There are moments of clarity in my journey and recently I lifted - TopicsExpress



          

There are moments of clarity in my journey and recently I lifted my head up from my sorrow long enough to experience one. It became clear to me sometime last week that people come in and out or our lives, often seemingly random. As true as that is, its so interesting how much we can benefit one another if we take a moment to acknowledge that person and their journey. That is more true now than ever before. This last year my personal struggles did not begin with the loss of my son. I wont go into detail, but I will assure you that I acknowledge those who have been involved in that struggle, people who just know... and now, during the climax of the worst year of my life so far... still there are people joining me, people who just know. We all are hurting. However, the loss of my son has allowed me to get to know others, others that meant so much to him. In getting to know them, its so evident why they mattered to him so much. My only sadness is that he didnt trust me enough to know that he didnt have to keep his worlds separate, he and I were so much alike, of course I would love who he loved. But, in expressing that regret to my counselor, she assured me that isnt that a part of raising teenagers?

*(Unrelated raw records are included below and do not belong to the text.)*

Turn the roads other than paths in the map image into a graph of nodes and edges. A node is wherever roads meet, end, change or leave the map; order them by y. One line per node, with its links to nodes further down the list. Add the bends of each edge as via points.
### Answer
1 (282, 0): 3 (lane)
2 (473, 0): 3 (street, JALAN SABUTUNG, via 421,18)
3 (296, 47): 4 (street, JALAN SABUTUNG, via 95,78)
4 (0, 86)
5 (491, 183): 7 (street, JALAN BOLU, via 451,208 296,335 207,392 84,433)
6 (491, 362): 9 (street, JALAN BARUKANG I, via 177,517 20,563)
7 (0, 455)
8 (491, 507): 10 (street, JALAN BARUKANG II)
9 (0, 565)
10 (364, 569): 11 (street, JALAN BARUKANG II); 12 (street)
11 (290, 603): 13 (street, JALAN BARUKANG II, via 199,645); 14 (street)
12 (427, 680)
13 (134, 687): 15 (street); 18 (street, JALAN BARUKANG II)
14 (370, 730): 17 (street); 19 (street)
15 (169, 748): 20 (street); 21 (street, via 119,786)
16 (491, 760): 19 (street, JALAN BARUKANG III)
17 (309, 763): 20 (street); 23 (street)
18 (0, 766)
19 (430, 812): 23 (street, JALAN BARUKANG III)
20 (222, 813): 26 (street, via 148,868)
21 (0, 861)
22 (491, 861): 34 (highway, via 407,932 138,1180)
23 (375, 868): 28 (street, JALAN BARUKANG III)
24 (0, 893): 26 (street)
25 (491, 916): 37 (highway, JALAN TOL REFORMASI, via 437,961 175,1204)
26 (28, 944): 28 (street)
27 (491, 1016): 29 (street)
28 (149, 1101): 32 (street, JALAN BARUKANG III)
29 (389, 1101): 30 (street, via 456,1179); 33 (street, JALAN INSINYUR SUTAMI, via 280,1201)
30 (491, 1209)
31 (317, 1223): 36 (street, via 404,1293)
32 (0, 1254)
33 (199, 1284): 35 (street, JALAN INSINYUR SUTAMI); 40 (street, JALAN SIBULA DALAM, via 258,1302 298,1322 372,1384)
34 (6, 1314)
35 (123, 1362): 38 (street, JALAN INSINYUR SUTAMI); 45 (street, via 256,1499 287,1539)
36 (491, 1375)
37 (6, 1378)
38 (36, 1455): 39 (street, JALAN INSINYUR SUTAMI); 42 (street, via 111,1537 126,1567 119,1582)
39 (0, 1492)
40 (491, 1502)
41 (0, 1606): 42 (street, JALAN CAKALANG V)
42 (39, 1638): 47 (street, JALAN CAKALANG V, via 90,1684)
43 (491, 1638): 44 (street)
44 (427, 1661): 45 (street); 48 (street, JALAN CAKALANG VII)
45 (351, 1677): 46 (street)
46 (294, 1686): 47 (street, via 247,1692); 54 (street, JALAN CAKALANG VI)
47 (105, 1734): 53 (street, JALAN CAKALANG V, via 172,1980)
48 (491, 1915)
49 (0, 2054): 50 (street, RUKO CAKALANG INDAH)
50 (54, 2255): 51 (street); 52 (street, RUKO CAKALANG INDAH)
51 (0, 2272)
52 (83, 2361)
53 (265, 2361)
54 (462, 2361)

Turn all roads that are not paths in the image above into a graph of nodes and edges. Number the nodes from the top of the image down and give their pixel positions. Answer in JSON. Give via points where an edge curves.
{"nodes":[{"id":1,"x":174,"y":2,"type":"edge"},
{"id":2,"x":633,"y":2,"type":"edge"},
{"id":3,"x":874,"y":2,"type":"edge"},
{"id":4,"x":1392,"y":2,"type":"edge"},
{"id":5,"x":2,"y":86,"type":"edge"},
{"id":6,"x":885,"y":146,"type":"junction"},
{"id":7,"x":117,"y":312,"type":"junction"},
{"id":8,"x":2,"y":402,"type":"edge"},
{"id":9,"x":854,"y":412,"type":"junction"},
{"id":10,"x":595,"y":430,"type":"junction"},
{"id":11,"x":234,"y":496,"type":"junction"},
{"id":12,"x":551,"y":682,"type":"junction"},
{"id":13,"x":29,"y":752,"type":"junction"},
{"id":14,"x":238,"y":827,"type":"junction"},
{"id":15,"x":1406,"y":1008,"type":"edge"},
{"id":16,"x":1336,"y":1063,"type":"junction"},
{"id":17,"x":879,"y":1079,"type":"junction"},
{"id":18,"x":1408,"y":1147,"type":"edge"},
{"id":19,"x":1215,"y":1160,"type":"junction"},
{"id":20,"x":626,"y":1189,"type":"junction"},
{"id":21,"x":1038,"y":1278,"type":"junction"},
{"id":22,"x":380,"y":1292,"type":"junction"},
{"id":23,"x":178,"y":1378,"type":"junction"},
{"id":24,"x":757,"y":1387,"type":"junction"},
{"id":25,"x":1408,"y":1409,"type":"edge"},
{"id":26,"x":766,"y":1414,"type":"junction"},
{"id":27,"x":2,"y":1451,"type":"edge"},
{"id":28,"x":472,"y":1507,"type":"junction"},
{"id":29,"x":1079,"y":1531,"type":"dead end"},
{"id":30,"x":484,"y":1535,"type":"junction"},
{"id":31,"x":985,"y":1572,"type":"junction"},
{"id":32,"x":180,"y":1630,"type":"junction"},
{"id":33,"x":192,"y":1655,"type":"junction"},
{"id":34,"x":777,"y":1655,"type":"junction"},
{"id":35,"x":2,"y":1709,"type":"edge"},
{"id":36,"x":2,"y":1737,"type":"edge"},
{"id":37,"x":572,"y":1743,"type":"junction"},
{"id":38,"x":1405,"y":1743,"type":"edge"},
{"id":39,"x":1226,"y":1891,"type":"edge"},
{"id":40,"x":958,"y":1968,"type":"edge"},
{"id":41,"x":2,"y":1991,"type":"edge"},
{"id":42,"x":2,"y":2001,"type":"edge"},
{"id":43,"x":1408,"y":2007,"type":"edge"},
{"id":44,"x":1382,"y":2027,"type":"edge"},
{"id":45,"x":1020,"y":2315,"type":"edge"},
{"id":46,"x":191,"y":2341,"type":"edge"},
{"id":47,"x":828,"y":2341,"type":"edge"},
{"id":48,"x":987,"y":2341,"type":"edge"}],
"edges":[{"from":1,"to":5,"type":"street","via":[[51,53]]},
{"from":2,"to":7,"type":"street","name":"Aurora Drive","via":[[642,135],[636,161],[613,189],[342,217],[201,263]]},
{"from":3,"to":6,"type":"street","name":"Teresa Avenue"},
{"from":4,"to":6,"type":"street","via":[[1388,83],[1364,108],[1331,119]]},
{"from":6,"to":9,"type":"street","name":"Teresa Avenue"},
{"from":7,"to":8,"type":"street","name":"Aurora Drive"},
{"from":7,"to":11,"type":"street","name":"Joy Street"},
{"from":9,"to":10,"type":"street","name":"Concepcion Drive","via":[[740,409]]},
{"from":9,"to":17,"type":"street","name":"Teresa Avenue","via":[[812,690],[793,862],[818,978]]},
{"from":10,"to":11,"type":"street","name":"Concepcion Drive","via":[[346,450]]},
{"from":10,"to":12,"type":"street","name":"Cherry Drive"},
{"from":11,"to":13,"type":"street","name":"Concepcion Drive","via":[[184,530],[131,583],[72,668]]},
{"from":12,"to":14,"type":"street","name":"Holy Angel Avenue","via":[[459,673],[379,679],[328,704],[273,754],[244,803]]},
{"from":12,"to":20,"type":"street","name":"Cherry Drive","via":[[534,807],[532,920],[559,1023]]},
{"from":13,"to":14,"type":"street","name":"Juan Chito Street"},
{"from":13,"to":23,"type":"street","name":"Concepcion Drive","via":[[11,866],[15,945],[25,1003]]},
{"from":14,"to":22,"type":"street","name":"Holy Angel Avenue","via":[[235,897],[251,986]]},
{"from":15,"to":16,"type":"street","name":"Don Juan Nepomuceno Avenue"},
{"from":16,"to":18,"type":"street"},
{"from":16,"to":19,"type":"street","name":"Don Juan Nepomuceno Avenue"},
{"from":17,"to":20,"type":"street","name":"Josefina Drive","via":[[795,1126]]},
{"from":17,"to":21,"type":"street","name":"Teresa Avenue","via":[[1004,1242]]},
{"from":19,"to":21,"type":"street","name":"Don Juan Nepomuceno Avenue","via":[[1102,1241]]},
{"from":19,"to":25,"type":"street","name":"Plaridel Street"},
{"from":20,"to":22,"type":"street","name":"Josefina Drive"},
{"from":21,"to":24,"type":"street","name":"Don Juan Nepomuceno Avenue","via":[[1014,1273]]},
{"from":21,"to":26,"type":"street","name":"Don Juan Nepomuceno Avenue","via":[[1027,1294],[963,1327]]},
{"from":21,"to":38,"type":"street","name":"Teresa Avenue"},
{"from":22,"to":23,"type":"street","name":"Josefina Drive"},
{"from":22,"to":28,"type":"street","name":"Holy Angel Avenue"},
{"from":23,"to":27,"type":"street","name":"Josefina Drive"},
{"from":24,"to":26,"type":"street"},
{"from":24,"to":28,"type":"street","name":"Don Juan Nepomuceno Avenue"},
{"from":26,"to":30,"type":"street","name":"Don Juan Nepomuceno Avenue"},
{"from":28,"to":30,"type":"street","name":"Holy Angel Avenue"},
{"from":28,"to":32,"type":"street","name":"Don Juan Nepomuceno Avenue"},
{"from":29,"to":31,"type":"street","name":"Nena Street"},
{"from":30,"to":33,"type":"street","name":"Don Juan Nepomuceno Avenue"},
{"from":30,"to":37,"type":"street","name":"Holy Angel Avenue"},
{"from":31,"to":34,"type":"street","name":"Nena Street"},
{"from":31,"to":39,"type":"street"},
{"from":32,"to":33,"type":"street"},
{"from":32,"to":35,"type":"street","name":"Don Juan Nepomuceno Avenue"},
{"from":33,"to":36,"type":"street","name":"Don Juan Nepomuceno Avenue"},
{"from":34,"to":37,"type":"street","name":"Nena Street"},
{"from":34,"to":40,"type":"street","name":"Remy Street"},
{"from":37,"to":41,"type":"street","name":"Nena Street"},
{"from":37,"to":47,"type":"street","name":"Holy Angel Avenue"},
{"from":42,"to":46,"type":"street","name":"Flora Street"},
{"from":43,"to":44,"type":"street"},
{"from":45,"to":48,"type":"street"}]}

They begin to assert their independence and form their own worlds. He was doing exactly what he was supposed to do on his own journey. In thinking this way, it makes sense and takes the sting out a little. I had the happiest visit with one of his best friends yesterday. I read her words today. At times it takes me a moment to compose myself enough to read other peoples thoughts. I cried because I relate to her pain. But I was also happy, because I know that Christian would have loved knowing how much I love her and enjoy her company. I feel better remembering that people come into our lives and if we allow them, they can make a difference. And, in return, perhaps somehow, we can help them also. Thank you, Anna Cox, for knowing and loving my son for exactly how he deserved to be known and loved. There is great peace in my heart in knowing that you were in his life because I know that he experienced great joy because of that.